Tutto in questa casa di Nazaret è debole e povero, tranne una cosa: la fede e la sua ricchezza. La fede che Maria ripone nella parola dell’angelo che le parla in nome di Dio, la fede stessa di Dio in Maria e nella sua disponibilità ad accogliere il compito gravoso che le viene affidato: essere la madre di Dio. Chi non tremerebbe di fronte a una simile parola? Ha un bel dire l’angelo «Non temere». Chi non tremerebbe? Eppure Maria non trema, ha fede.
 
Nel parallelismo tra i due quadri delle annunciazioni emerge che tutto è diverso.

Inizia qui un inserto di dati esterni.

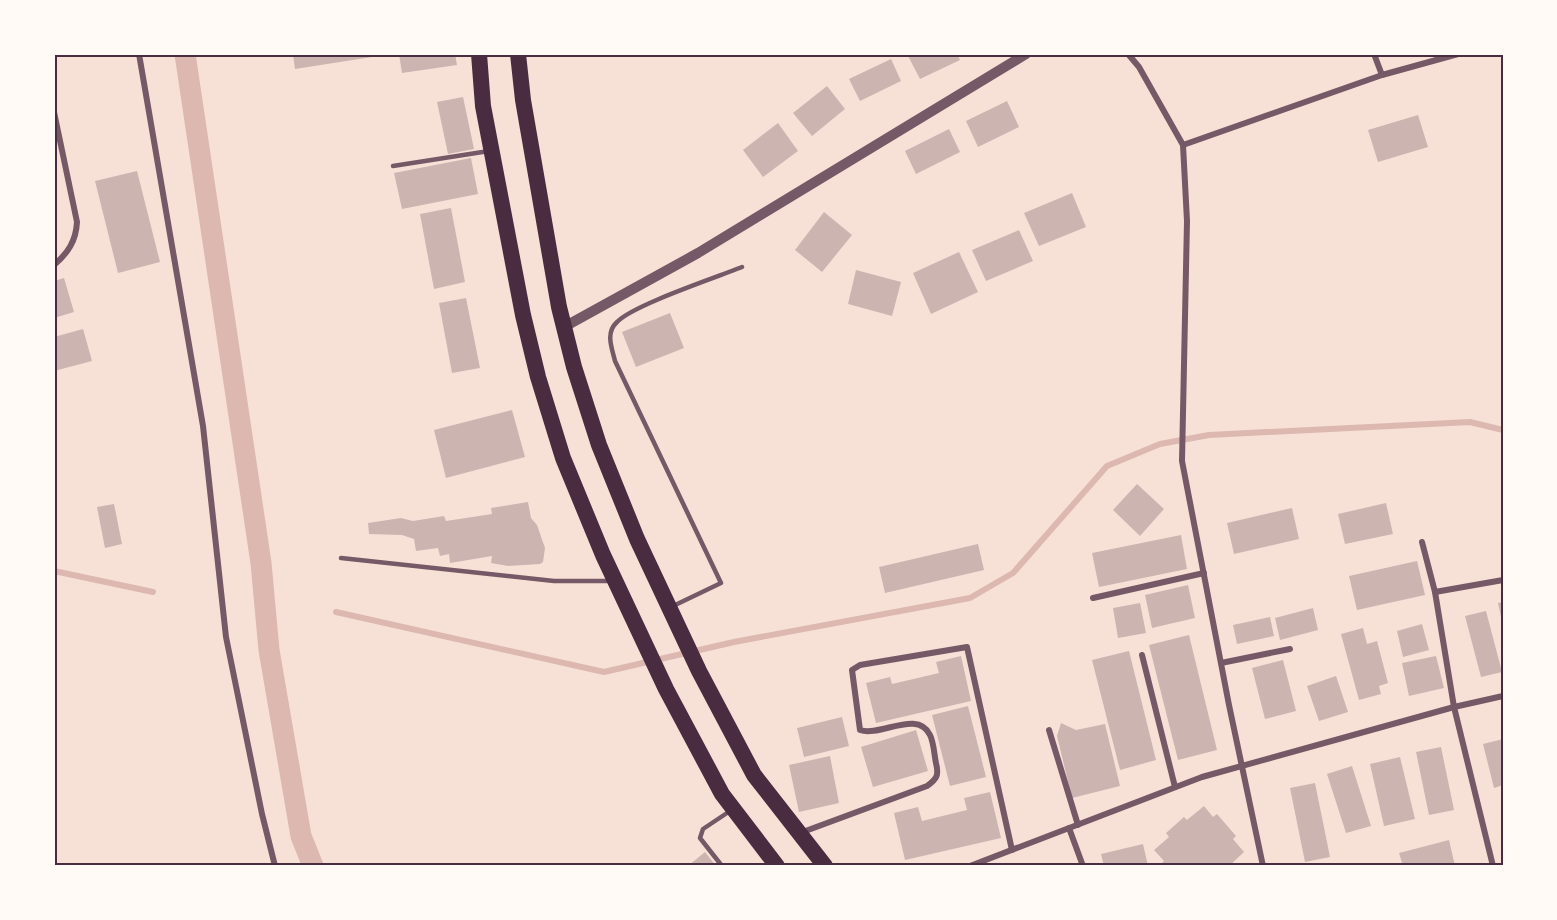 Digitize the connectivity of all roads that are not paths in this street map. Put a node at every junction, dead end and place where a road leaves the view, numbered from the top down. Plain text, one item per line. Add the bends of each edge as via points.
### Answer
1 (139, 54) edge
2 (479, 54) edge
3 (518, 54) edge
4 (1026, 54) edge
5 (1128, 54) edge
6 (1374, 54) edge
7 (1458, 54) edge
8 (1382, 75) junction
9 (54, 112) edge
10 (1183, 145) junction
11 (492, 150) junction
12 (393, 166) dead end
13 (54, 265) edge
14 (742, 267) dead end
15 (564, 327) junction
16 (1422, 542) dead end
17 (341, 558) dead end
18 (1204, 573) junction
19 (1503, 580) edge
20 (615, 581) junction
21 (1435, 592) junction
22 (1093, 598) dead end
23 (672, 613) junction
24 (1290, 649) dead end
25 (1142, 655) dead end
26 (1221, 663) junction
27 (1503, 696) edge
28 (1454, 707) junction
29 (1049, 730) dead end
30 (1241, 765) junction
31 (1175, 787) junction
32 (733, 809) junction
33 (1078, 825) junction
34 (1069, 828) junction
35 (799, 833) junction
36 (1012, 850) junction
37 (980, 864) edge
38 (275, 866) edge
39 (722, 866) edge
40 (777, 866) edge
41 (825, 866) edge
42 (970, 866) edge
43 (1083, 866) edge
44 (1263, 866) edge
45 (1493, 866) edge

1 - 38 street via 203,426 226,637
2 - 11 highway via 483,106
3 - 15 highway
4 - 15 street via 698,253
5 - 10 street
6 - 8 street
7 - 8 street
8 - 10 street
9 - 13 street via 77,222 76,237
10 - 18 street via 1187,220 1182,460
11 - 12 lane
11 - 20 highway via 538,377 563,458
14 - 23 lane via 633,311 616,322 609,338 615,362 722,583
15 - 23 highway via 598,445
16 - 21 street
17 - 20 lane via 554,581
18 - 22 street
18 - 26 street
19 - 21 street
20 - 32 highway via 680,715
21 - 28 street
23 - 35 highway via 754,775
24 - 26 street
25 - 31 street
26 - 30 street
27 - 28 street
28 - 30 street
28 - 45 street
29 - 33 street
30 - 31 street
30 - 44 street
31 - 33 street
32 - 39 lane via 703,829 700,838
32 - 40 highway
33 - 34 street
34 - 36 street
34 - 43 street
35 - 36 street via 927,786 939,772 930,734 923,727 914,723 868,733 860,730 852,670 860,665 967,647
35 - 41 highway
36 - 37 street
37 - 42 street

C’è una sola cosa uguale, o meglio che sembra la più eguale, eppure è la più diversa. Sono le parole che prima Zaccaria e poi Maria dicono a Gabriele. «Come potrò mai conoscere questo? Io sono vecchio e mia moglie è avanti negli anni», obietta Zaccaria.

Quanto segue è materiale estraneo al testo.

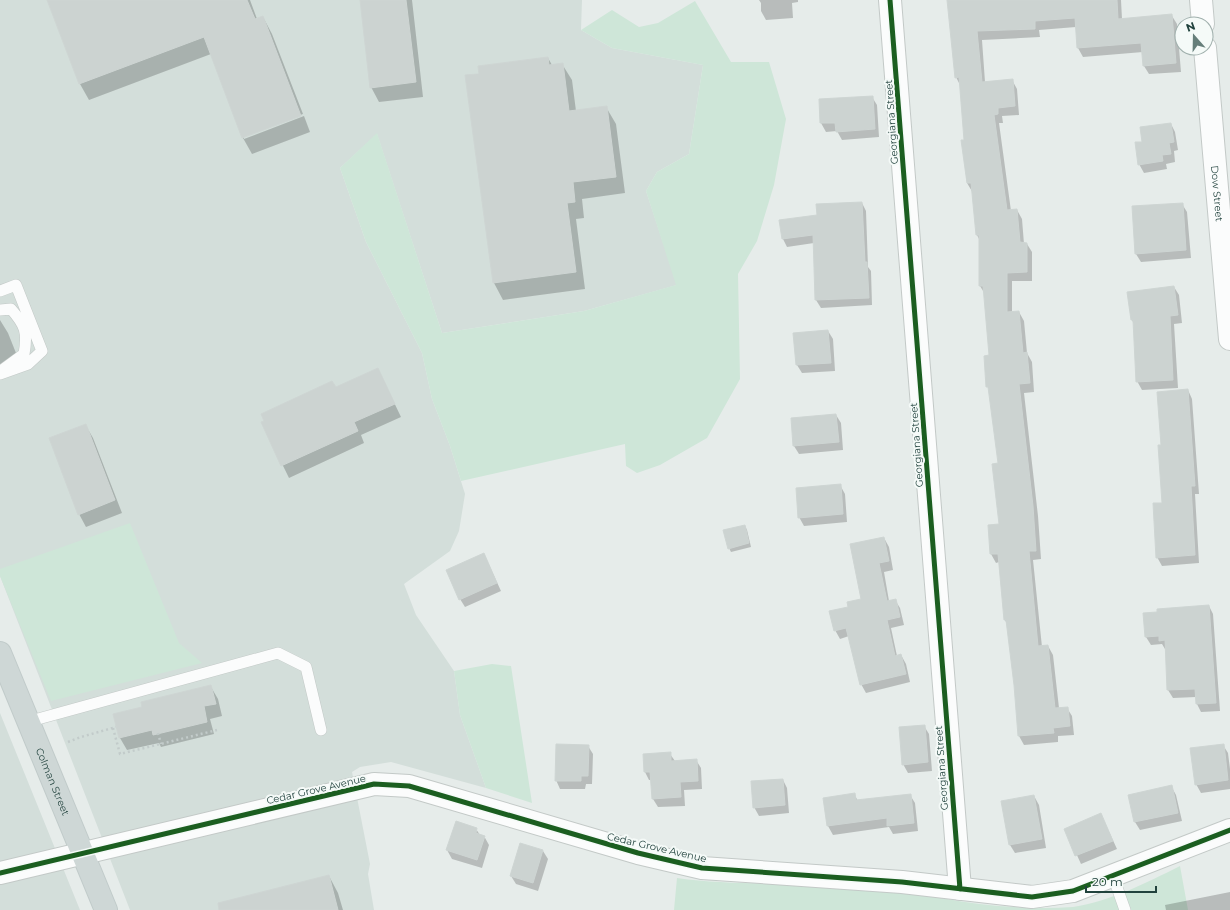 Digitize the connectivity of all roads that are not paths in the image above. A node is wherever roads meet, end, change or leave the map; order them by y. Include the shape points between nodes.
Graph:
1 (890, 0) edge
2 (1201, 0) edge
3 (1202, 16) edge
4 (1206, 56) edge
5 (0, 291) edge
6 (0, 310) edge
7 (1230, 339) edge
8 (0, 373) edge
9 (2, 663) edge
10 (27, 722) junction
11 (321, 730) dead end
12 (1230, 830) edge
13 (83, 854) junction
14 (0, 873) edge
15 (1113, 876) junction
16 (960, 889) junction
17 (106, 910) edge
18 (1125, 910) edge

1 - 16 street, Georgiana Street
2 - 3 street
4 - 7 street, Dow Street
5 - 8 lane via 16,285 42,351 28,364
6 - 8 lane via 11,309 23,322 27,340 24,354
9 - 10 main road, Colman Street
10 - 11 lane via 278,653 306,667
10 - 13 main road, Colman Street
12 - 15 street, Cedar Grove Avenue
13 - 14 street, Cedar Grove Avenue
13 - 16 street, Cedar Grove Avenue via 374,784 409,786 638,854 702,868 902,882
13 - 17 main road, Colman Street
15 - 16 street, Cedar Grove Avenue via 1073,891 1032,898
15 - 18 lane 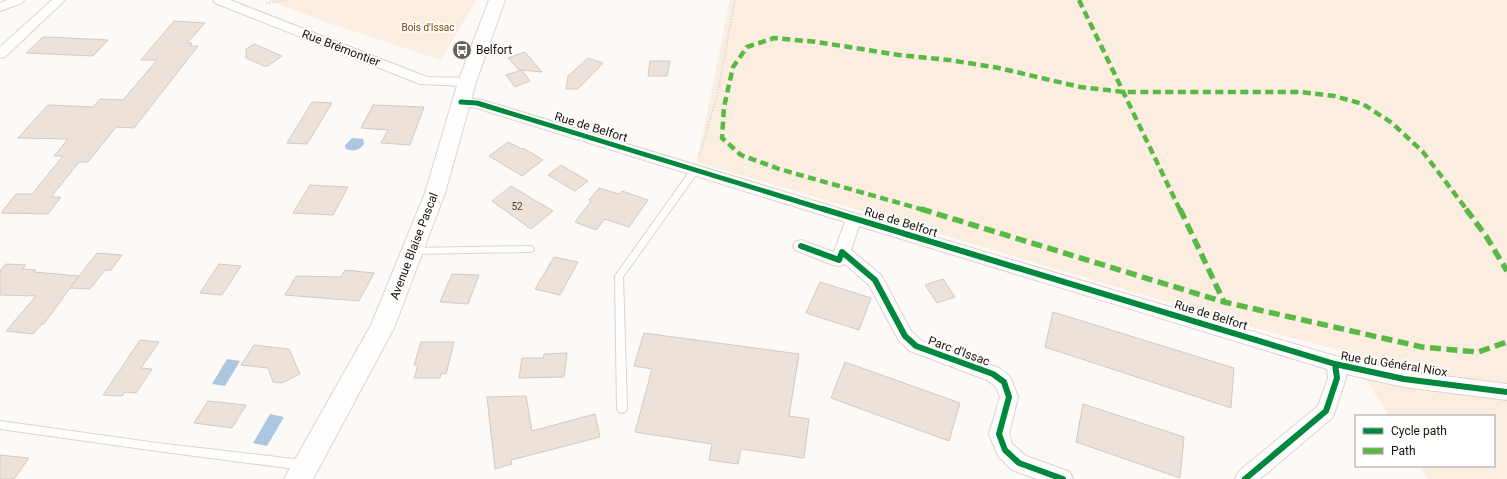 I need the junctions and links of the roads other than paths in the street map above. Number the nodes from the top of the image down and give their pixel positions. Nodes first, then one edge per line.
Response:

«Come avverrà questo, poiché non conosco uomo?» (Lc 1,34),

domanda Maria. Due parole simili, ma dagli esiti opposti: Zaccaria diventa muto a causa della sua incredulità, Maria diviene feconda e dona carne alla parola di Dio a motivo della sua fede. La risposta è la stessa, o è molto simile, dov’è la differenza?
 
Probabilmente la differenza non appare, perché rimane nascosta nel segreto del cuore, là dove però Dio vede, dove solo Dio può vedere. Le parole ci sembrano simili, ma non conosciamo l’intenzione del cuore con la quale sono state pronunciate. Leggiamo un testo, ma non ci viene detto con quale tono, con quale inclinazione della voce, con quale sguardo negli occhi, quelle parole sono state pronunciate. Non ci viene detto e dobbiamo perciò immaginarlo, proprio a partire dall’esito diverso che quelle parole, che pure sembrano così uguali, hanno prodotto. Zaccaria le pronuncia con incredulità, Maria con fede. C’è un domandare venato da scetticismo e rassegnazione, c’è un domandare illuminato da curiosità, desiderio, slancio vitale.
 
Noi ogni giorno pronunciamo tante parole, lo facciamo soprattutto nella preghiera, quando diciamo parole che riceviamo da altri, dalla liturgia, dai salmi, da altri testi biblici o ecclesiali. Le parole che diciamo sono le stesse, ma ognuno di noi come le pronuncia, con quale cuore, con quale speranza, con quale fede?

Cerca nei commenti

Con il suo suono onomatopeico, il verbo σιγάω (sigào) suggerisce l’atto di smettere di parlare e rimanere in silenzio, ma richiama anche il significato di “evitare che qualcosa si conosca, tenerlo segreto”, riferito a quel mistero, troppo profondo per la comprensione umana, che Dio invece ha voluto manifestare in Gesù Cristo. Letteralmente, il sostantivo ἀποκάλυψις (apokàlupsis) – dal verbo ἀποκαλύπτω (apokalùpto) – indica l’atto di “scoprire il capo”. Nel Nuovo Testamento, il sostantivo è usato soltanto nel senso figurato di qualcosa che viene resa pienamente conosciuta. Curiosamente, siamo soliti associare il termine “apocalisse” con una visione della fine del mondo pervasa da un senso di catastrofe, mentre qui si parla di “rivelazione”, di una luce accesa sul mistero – il senso profondo e ultimo delle cose – conoscibile solo se Dio lo porta allo scoperto, lo rivela. Il suono di questo participio passivo, declinato al vocativo, è molto musicale: κεχαριτωμένη (kecharitomène). Si tratta del verbo χαριτόω (charitòo), che significa “rendere oggetto di favore, di benedizione”. In esso è incluso il termine “grazia” (χάρις, chàris), ma il senso non si esaurisce in uno statico “essere contenitore di” qualche speciale favore divino. Poiché in greco il participio passivo indica l’esito di un evento già avvenuto, può essere tradotto in modo più dinamico con “riempita di grazia”: un breve e denso versetto esprime come la grazia di Dio abbia già raggiunto Maria fino a mettere in movimento la gioia della sua relazione con il Signore. Il verbo ἐπισκιάζω (episkiàzo) letteralmente significa “fare ombra, interporre qualcosa tra una sorgente di luce e un oggetto”. La versione greca della Bibbia ebraica traduce con questo verbo Es 40,35, dove si descrive la nube, cioè la presenza di Dio, che sosta sopra la tenda dell’incontro. È un richiamo esplicito e forte: ormai è Maria la nuova tenda dell’incontro, la nostra umanità la definitiva dimora di Dio.